___ Available data
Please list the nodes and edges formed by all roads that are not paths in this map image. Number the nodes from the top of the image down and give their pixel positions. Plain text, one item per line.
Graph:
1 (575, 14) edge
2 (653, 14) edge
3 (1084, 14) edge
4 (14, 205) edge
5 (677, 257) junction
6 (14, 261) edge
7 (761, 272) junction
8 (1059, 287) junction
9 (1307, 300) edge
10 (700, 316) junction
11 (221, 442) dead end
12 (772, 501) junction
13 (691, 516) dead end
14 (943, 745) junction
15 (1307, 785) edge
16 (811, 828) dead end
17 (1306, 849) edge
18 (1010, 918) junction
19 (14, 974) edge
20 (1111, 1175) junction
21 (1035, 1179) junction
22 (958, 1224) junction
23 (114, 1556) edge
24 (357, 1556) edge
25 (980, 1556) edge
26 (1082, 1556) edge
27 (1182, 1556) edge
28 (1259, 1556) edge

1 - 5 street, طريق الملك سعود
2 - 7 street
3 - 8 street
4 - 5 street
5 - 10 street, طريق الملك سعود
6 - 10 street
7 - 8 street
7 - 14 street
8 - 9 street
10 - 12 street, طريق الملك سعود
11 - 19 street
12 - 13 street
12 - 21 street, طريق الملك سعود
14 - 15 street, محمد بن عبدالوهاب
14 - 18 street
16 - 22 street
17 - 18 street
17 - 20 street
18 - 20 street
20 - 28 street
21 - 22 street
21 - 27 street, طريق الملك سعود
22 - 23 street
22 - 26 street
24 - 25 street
______
**Your goal**
Copy task for the entries above: every line with the string "طريق".

**Answer to the exercise**
1 - 5 street, طريق الملك سعود
5 - 10 street, طريق الملك سعود
10 - 12 street, طريق الملك سعود
12 - 21 street, طريق الملك سعود
21 - 27 street, طريق الملك سعود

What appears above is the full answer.